══ Data to examine ══

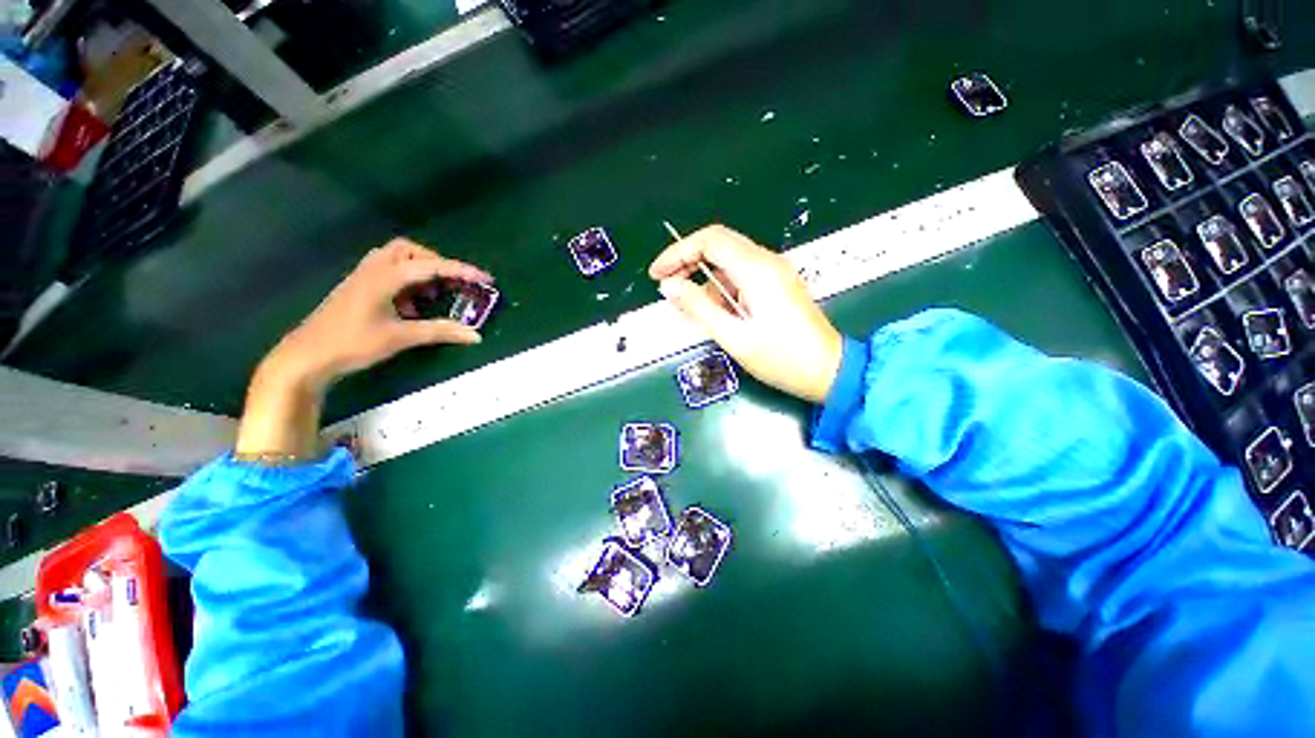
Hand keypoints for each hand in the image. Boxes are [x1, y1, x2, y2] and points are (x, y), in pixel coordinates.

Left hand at [265, 238, 491, 391]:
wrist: (306, 356)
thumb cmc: (352, 343)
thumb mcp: (400, 337)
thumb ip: (440, 332)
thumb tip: (475, 335)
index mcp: (385, 277)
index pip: (431, 266)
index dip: (461, 271)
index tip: (485, 278)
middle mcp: (373, 270)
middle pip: (408, 250)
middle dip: (434, 263)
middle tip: (450, 284)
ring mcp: (362, 278)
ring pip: (395, 260)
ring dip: (418, 272)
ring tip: (430, 297)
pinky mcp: (358, 289)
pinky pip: (387, 274)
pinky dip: (405, 284)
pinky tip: (410, 308)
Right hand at [650, 224, 842, 403]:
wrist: (828, 371)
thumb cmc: (780, 358)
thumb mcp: (733, 336)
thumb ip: (699, 308)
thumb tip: (669, 286)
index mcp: (756, 270)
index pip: (710, 240)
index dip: (678, 252)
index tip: (657, 274)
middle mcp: (767, 261)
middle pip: (719, 244)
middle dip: (688, 262)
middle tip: (668, 287)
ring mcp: (775, 271)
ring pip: (729, 261)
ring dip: (706, 279)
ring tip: (693, 308)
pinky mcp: (777, 283)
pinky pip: (742, 275)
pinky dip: (723, 289)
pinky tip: (718, 312)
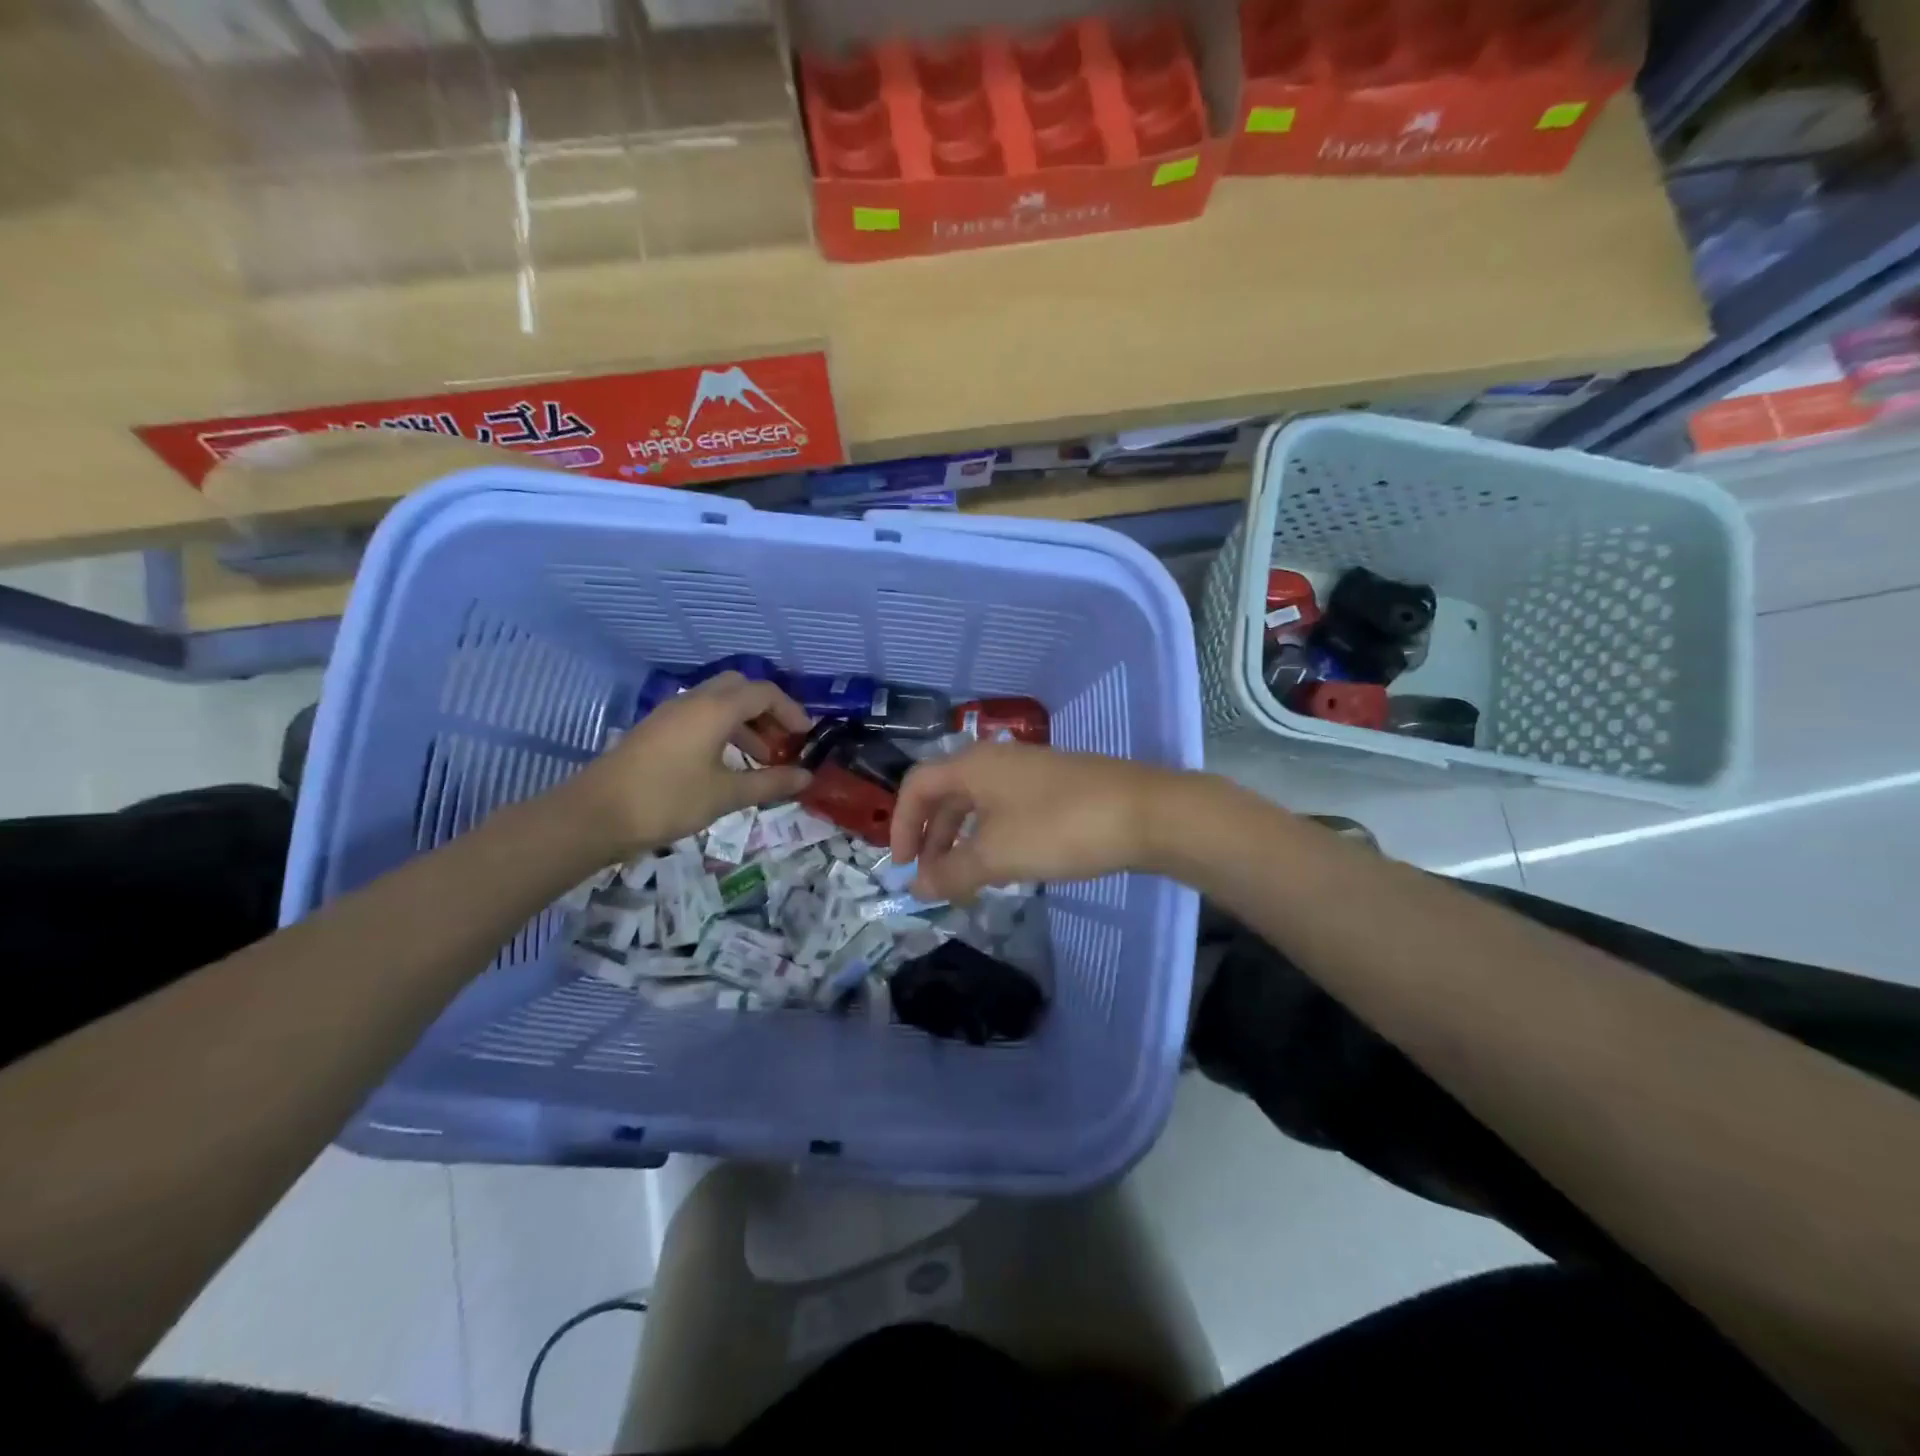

═══

All lines of the material that contain the string "thumb" are to be copied.

thumb cmc: (352, 343)
thumb mcp: (400, 337)
thumb ip: (440, 332)
thumb tip: (475, 335)
thumb cmc: (780, 358)
thumb mcp: (733, 336)
thumb ip: (699, 308)
thumb tip: (669, 286)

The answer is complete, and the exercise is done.